Thoughts concerning API-Documentation: August 2011

Mittwoch, 17. August 2011

How to describe the relation between spec and code?

In nearly all of my projects I had to answer two categories of questions for many times:

Which changed lines of code belong to a specific ticket in the issue tracker? Example: after deploying the version of our application including feature #42 the application crashes often with a memory leak. We need to review all changed lines of code for e.g. unexpected side effects.
Why has a specific piece of code been implemented in the way it is? Example: the business expert believes that there is an error in the computation of discount rates for our customers. We need to read the corresponding code, understand the computation of discounts and explain it to the business expert. After that the expert states that this is a bug we are responsible for.
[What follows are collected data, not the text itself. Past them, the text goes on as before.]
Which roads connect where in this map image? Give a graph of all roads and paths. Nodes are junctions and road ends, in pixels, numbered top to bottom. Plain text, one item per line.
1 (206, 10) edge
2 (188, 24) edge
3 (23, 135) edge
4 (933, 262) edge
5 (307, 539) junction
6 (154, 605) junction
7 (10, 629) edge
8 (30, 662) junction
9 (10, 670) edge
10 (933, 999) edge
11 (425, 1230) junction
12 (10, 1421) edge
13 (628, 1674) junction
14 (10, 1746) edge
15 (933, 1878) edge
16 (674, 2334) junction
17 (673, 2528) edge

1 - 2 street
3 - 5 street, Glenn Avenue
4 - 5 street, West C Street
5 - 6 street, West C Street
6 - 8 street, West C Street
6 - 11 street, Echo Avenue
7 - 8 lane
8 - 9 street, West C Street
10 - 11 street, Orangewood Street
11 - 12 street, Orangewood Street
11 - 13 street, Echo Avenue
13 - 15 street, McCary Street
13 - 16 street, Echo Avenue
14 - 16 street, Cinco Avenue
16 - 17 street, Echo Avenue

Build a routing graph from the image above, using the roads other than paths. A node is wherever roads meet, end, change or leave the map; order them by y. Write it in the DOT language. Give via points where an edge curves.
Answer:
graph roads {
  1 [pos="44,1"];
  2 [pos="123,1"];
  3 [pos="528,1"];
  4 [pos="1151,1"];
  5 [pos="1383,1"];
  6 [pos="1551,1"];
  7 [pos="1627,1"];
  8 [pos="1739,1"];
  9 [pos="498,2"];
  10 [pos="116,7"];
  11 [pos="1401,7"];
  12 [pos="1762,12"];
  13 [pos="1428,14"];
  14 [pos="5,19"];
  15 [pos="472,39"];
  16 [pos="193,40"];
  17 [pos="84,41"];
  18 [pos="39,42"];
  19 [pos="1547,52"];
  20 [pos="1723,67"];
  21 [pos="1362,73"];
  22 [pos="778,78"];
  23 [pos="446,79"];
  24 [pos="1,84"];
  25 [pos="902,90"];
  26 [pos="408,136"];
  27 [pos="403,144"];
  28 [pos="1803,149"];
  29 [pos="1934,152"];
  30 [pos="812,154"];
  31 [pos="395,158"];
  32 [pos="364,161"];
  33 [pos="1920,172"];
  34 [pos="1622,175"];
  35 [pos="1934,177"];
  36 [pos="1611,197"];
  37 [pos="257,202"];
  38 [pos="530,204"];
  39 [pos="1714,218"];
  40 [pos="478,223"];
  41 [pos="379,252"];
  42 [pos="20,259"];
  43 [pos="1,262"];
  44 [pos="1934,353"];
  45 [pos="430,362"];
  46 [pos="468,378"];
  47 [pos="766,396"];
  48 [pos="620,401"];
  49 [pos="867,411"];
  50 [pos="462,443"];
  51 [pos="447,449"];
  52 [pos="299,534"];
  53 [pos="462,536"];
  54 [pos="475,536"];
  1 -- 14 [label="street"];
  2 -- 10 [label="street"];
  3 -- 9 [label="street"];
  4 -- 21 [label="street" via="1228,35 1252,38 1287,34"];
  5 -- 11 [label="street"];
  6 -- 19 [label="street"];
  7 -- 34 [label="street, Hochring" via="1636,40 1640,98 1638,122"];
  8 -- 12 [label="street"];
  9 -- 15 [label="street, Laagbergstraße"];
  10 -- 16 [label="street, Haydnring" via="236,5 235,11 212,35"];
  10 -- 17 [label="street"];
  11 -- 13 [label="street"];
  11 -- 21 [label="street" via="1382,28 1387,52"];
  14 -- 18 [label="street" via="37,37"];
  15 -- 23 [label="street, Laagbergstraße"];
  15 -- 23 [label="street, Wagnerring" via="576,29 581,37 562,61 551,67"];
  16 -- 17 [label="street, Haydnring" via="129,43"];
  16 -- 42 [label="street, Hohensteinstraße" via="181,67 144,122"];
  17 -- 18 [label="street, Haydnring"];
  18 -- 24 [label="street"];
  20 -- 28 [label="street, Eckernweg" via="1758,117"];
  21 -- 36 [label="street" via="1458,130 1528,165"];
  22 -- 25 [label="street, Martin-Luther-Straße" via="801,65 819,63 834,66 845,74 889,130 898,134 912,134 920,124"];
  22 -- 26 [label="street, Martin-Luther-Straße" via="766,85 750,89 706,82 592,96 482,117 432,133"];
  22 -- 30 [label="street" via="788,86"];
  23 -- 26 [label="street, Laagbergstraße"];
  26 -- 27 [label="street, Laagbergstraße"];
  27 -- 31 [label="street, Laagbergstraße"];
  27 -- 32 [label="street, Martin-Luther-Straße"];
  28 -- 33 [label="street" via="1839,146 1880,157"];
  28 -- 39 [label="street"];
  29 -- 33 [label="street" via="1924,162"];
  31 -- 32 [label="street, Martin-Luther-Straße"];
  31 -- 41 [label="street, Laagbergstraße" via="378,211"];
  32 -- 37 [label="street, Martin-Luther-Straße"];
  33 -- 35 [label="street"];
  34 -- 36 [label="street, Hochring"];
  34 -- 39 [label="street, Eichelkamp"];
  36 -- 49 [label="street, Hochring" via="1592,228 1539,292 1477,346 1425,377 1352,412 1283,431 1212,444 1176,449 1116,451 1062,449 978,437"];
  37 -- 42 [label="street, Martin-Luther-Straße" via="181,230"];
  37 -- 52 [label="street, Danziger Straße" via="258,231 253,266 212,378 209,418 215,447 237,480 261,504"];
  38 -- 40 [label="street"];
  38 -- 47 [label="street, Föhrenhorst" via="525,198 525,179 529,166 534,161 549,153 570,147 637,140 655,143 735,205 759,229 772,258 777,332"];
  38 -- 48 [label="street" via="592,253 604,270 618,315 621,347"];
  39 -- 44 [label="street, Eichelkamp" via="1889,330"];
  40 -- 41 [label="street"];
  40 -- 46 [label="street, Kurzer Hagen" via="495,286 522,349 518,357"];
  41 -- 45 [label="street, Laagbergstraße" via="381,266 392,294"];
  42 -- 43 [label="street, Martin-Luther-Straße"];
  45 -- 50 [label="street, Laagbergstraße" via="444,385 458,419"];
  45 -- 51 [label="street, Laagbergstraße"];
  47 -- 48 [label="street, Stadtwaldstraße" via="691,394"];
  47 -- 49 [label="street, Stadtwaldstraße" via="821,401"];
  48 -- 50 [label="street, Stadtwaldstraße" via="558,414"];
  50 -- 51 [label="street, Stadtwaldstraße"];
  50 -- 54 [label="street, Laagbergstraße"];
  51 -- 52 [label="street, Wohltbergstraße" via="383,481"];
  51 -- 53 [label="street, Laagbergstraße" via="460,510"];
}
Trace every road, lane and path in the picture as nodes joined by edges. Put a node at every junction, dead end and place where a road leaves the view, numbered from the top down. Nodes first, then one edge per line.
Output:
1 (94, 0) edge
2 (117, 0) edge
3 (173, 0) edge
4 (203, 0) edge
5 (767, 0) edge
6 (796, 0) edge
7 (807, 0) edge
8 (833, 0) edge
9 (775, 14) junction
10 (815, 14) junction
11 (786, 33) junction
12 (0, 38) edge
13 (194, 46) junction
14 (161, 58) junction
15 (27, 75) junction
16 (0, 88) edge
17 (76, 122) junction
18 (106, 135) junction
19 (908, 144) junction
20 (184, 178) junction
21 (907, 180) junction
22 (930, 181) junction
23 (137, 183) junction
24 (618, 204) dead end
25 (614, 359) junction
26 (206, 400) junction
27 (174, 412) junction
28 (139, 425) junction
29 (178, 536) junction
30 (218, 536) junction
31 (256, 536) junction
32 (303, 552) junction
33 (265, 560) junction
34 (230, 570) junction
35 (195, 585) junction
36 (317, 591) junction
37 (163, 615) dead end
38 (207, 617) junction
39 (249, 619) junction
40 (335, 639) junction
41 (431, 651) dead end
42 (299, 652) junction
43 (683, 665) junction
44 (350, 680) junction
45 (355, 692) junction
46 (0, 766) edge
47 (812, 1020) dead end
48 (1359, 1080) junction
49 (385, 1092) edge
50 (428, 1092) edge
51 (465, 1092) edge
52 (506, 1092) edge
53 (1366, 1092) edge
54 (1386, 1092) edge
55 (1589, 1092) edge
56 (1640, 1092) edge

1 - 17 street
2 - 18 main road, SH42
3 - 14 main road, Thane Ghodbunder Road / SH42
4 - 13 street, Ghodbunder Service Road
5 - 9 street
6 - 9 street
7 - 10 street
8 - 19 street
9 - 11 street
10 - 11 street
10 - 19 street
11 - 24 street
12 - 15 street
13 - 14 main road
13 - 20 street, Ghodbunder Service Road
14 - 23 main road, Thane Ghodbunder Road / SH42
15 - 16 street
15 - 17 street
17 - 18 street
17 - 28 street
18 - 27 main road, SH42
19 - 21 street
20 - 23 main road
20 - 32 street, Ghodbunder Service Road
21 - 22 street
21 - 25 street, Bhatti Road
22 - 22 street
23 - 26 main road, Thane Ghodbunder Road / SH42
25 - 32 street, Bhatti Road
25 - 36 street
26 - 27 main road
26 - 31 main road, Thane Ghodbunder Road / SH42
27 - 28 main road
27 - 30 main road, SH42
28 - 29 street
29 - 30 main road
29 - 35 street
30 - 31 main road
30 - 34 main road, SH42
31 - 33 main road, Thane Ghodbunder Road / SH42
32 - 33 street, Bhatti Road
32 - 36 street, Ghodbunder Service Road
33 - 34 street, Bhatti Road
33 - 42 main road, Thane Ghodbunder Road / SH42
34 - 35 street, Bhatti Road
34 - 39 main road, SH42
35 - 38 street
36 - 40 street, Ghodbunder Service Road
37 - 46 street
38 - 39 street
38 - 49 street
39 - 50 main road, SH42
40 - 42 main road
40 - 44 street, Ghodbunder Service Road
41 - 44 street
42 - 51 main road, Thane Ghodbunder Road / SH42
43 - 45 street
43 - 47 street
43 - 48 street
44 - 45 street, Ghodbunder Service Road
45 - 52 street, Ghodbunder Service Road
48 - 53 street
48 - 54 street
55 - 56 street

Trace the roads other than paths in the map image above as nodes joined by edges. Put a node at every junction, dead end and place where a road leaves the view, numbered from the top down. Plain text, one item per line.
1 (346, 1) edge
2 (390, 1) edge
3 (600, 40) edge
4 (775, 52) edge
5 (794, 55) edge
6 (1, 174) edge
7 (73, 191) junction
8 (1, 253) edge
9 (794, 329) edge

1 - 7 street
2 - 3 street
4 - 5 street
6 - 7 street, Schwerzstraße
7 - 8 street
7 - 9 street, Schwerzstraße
Now we have to proof that the implemented behavior has been specified by showing when and were (e.g. a specification document).

All in both examples we need a mapping between code and spec-documents (e.g. issues in the issue tracker like Atlassian JIRA):

We know the issue and need the changed lines of code.
We know the changed lines of code and need the issue.

How could this relation be realized in the code? A simple approach could be to mention the issue id in the commit comments of the version control, e.g. "Fix issue #42: fix memory leak by clearing the cache regularly". With this approach were are able to identify all changed files for a given issue as well as the issue for a changed file.

But in case of modified existing code this approach might be too crude. We need the issue more granular per lines. It would be possible to extract this information from the file's version-history of the version control. But this could be very time consuming. This is why I started in my current project to mark changed lines with an inline comment:

// Changes due to issue #42

…

doSomeStuff();

…

// End changes due to issue #42

This has the big advantage to identify changed lines per issue with a simple full text search. But there is also a big disadvantage: after some changes the readability of the code decreases due to the marker-comments:

// Changes due to issue #42

…

doSomeStuff();

…

// Changes due to issue #07

…

doSomeMoreStuff();

…

// End changes due to issue #42, #07

Yet I do not know a sophisticating solution to this disadvantage and would be pleased about comments by the readers of blog :). Feel free to post your experiences and opinions.

Montag, 15. August 2011

Extension of my thoughts concerning the "multi verb in identifiers "-dilemma

Today I discussed my preceding blogpost and the two introduced strategies to solve it with some colleagues. During this discussion I realized that there is an important precondition for both strategies. In my last post I discussed the identifier "generate and send invoice" and I described two ways to refactor this identifier:

Generalize (and merge) the verbs: "charge invoice"
Specialize the adjective: "send ready-to-print invoice"

Both strategies rely strongly on the semantic of the noun "invoice" (the accusative object if you read the identifier as an imperative sentence). This noun is a business term and it implies a business meaning: a message which lists the ordered articles or services and the amount of money the recipient has to pay for them.

I asked myself if the strategies would work in case of a noun without such a business semantic, e.g. "generate and send mail". The verb "to charge" implies to provide an invoice, but it won't make sense for any message. So the identifier "charge mail" would lead into serious trouble because one could understand it in a way that the recipient has to pay for the mail (because the mail is charged). Applying the second strategy would cause a similar case: "send ready-to-print mail" does no tell the whole story since the content of the mail is not characterized. A mail could also just be a simple covering letter.

This means that both described strategies have a strong precondition: an accusative object with a specific meaning in the operation's domain. This leads to the following refactoring algorithm for operation identifiers with two predicates:

1) Specialize the accusative object as precise as possible.
2a) Generalize the two verbs.
2b) Specialize the accusative with an adjective.

I would like to thank my colleagues Gerwin Abbing (Blue Carat AG) and Stefan Jockenhövel (Paragon Systemhaus GmbH) for the interesting and inspiring discussions on this topic.